I did a quick search and couldn't see anything that covered my issue, although it probably wouldn't anyway as its obviously very specific!

I am having issues with my PC in that it has FPS drops, constantly. It doesn't matter if i'm gaming on something demanding, or even just typing here, I will get performance dips where for around 2-5 seconds the FPS will drop to ridiculously low, and then it will climb back up again.

How do I go about finding out what is doing this? What are the most likely culprits?

My specs are:
Operating System
Windows 10 Home 64-bit
CPU
AMD Ryzen 9 3900X 48 °C
Matisse 7nm Technology
RAM
32.0GB Dual-Channel DDR4 @ 1330MHz (18-18-18-43)
Motherboard
ASUSTeK COMPUTER INC. ROG CROSSHAIR VIII HERO (AM4) 32 °C
Graphics
Z35P (3440x1440@100Hz)
4095MB NVIDIA GeForce RTX 2070 SUPER (Gigabyte) 43 °C
Storage
465GB Samsung SSD 860 EVO 500GB (SATA (SSD)) 31 °C
465GB Western Digital WDC WD5000AZRX-00A8LB0 (SATA ) 31 °C
931GB Seagate ST31000524AS (SATA ) 39 °C
119GB M4-CT128M4SSD2 (SATA (SSD))
1863GB Western Digital WDS200T3X0C-00SJG0 (Unknown (SSD))

Huge thanks in advance!
 
Hi Both,

Thanks for the responses.

So my temps are all very reasonable when gaming. My GPU is fan cooled so it sits around 60-70, noting overly hot and sits around 38 on idle. My CPU is in a watercooling loop that rarely gets over 60 itself also. Nothing else spikes in temp or generally gets anywhere north of needing to care, its a pretty cool PC overall!

I have re-seated my GPU, just in case and gone over all the cabling, so if that was an issue, it should be sorted. That said, nothing looked out of place so it may be fine with that respect.

I probably could do with updating my BIOS, which I will take a look into doing in a mo. Just downloading the software and familiarising myself with the way of going about it. Been a LONG time since I did this and im pretty sure its more than just clicking install!

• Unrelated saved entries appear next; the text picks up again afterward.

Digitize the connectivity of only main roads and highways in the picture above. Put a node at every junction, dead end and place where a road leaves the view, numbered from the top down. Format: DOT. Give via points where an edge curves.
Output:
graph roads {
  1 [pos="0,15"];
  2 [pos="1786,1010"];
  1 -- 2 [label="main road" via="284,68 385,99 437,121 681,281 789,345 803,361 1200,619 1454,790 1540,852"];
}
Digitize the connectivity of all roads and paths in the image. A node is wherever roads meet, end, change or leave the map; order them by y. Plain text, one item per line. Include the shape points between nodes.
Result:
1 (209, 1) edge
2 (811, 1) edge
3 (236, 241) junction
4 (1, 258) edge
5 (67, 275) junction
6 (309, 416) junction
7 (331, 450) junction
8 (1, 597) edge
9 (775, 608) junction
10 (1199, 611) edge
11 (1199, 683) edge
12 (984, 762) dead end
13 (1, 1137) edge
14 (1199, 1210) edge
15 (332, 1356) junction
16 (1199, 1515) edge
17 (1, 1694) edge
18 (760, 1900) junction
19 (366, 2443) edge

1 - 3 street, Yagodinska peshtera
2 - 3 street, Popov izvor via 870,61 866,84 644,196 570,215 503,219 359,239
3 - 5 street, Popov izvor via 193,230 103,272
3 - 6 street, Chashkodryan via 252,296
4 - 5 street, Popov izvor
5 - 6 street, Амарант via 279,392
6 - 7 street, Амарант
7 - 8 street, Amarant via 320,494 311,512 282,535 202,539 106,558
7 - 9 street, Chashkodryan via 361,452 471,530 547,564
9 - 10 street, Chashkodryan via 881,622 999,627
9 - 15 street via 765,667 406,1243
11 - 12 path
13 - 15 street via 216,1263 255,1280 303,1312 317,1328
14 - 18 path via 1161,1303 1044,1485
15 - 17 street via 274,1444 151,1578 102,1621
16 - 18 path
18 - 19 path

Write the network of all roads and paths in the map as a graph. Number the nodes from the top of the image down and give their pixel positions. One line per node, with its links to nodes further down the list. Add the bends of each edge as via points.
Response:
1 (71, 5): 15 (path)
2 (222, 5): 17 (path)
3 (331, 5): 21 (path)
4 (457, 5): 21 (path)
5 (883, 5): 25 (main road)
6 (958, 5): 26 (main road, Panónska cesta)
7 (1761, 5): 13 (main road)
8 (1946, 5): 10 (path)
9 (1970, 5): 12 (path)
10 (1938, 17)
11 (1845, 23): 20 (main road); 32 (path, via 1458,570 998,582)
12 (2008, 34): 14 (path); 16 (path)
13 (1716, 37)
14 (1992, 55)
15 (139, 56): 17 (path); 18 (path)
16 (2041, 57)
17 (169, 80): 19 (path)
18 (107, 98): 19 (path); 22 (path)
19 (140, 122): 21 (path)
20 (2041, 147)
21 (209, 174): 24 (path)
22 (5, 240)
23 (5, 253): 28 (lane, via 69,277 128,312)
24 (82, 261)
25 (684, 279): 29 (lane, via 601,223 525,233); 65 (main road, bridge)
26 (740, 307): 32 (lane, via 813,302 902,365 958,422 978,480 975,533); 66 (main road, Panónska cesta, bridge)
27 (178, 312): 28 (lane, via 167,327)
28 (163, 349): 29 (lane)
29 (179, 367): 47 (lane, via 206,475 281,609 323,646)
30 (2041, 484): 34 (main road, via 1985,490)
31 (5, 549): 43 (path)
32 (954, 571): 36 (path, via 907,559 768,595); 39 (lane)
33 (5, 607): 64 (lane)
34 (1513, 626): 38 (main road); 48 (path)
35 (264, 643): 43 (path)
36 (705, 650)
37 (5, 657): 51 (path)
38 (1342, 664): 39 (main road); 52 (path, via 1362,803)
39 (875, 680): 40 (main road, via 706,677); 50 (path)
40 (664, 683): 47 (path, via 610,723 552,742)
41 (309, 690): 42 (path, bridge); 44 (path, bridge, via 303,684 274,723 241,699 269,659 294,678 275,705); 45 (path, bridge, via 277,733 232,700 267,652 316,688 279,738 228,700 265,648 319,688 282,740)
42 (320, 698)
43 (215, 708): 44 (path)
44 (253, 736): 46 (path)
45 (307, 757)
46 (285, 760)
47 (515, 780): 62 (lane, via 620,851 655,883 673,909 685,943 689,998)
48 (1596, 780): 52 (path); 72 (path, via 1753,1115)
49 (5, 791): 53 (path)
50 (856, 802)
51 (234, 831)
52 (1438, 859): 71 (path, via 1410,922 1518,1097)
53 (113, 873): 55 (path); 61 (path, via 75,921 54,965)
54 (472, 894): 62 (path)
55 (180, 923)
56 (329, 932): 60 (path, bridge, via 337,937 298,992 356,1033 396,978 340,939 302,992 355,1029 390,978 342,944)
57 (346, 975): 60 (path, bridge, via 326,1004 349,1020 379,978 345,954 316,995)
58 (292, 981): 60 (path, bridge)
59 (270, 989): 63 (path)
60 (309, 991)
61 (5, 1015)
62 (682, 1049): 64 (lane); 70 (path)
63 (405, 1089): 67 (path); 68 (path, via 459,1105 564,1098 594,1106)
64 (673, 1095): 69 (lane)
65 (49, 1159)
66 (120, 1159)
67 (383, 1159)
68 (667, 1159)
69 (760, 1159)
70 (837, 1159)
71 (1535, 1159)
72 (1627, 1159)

I have also not noticed anything on task manager that looks suspicious. Everything looks as it should and the only power sinks are the games themselves. Its the first thing I thought of when this was happening and i've never seen anything strange in that respect.

Thanks, i will let you know if the fixes mentioned work or not!
 
Isn't the 2070 Super 8Gb rather than the 4Gb you list?

Apologies, I copied and pasted speccy and it displayed it as 4gb. It should indeed be 8gb, although I rarely see the memory clock go higher than 7000mhz for some reason (using the GeForce Experience Overlay).

I was thinking that as well.

If your gpu is just a 4gb version and you are playing open world games then you can get freezes when data is being loaded to the gpu or ram. What games are the freezes happening in ?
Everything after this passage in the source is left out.